What you return must be every line from the beginning of the data through the line holding "Instruction: Describe the", unchanged.

■ ■ ■ ■ ■ ■ ■

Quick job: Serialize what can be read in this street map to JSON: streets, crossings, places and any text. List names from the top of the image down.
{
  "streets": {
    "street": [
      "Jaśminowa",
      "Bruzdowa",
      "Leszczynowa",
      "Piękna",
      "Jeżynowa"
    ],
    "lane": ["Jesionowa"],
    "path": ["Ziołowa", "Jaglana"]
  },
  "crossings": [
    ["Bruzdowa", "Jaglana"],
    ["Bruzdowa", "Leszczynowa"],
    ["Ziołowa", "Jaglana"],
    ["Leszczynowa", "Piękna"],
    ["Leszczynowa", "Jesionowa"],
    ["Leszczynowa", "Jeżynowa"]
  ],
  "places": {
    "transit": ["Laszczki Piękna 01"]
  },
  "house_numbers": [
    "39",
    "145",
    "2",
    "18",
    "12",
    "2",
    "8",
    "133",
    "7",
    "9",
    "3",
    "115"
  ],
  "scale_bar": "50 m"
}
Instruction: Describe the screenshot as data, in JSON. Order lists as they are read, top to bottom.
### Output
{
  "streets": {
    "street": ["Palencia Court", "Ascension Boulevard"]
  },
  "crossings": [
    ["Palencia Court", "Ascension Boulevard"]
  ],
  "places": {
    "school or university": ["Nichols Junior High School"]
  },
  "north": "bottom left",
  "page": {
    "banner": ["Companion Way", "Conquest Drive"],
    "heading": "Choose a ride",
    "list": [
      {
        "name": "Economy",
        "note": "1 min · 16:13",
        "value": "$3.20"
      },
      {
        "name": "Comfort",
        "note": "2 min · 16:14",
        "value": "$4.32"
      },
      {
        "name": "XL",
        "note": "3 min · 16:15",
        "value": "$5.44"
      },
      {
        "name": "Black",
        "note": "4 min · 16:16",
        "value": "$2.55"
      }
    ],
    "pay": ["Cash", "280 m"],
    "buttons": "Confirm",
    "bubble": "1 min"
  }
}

■ ■ ■ ■ ■ ■ ■

Response area:
Quick job: Serialize what can be read in this street map to JSON: streets, crossings, places and any text. List names from the top of the image down.
{
  "streets": {
    "street": [
      "Jaśminowa",
      "Bruzdowa",
      "Leszczynowa",
      "Piękna",
      "Jeżynowa"
    ],
    "lane": ["Jesionowa"],
    "path": ["Ziołowa", "Jaglana"]
  },
  "crossings": [
    ["Bruzdowa", "Jaglana"],
    ["Bruzdowa", "Leszczynowa"],
    ["Ziołowa", "Jaglana"],
    ["Leszczynowa", "Piękna"],
    ["Leszczynowa", "Jesionowa"],
    ["Leszczynowa", "Jeżynowa"]
  ],
  "places": {
    "transit": ["Laszczki Piękna 01"]
  },
  "house_numbers": [
    "39",
    "145",
    "2",
    "18",
    "12",
    "2",
    "8",
    "133",
    "7",
    "9",
    "3",
    "115"
  ],
  "scale_bar": "50 m"
}
Instruction: Describe the screenshot as data, in JSON. Order lists as they are read, top to bottom.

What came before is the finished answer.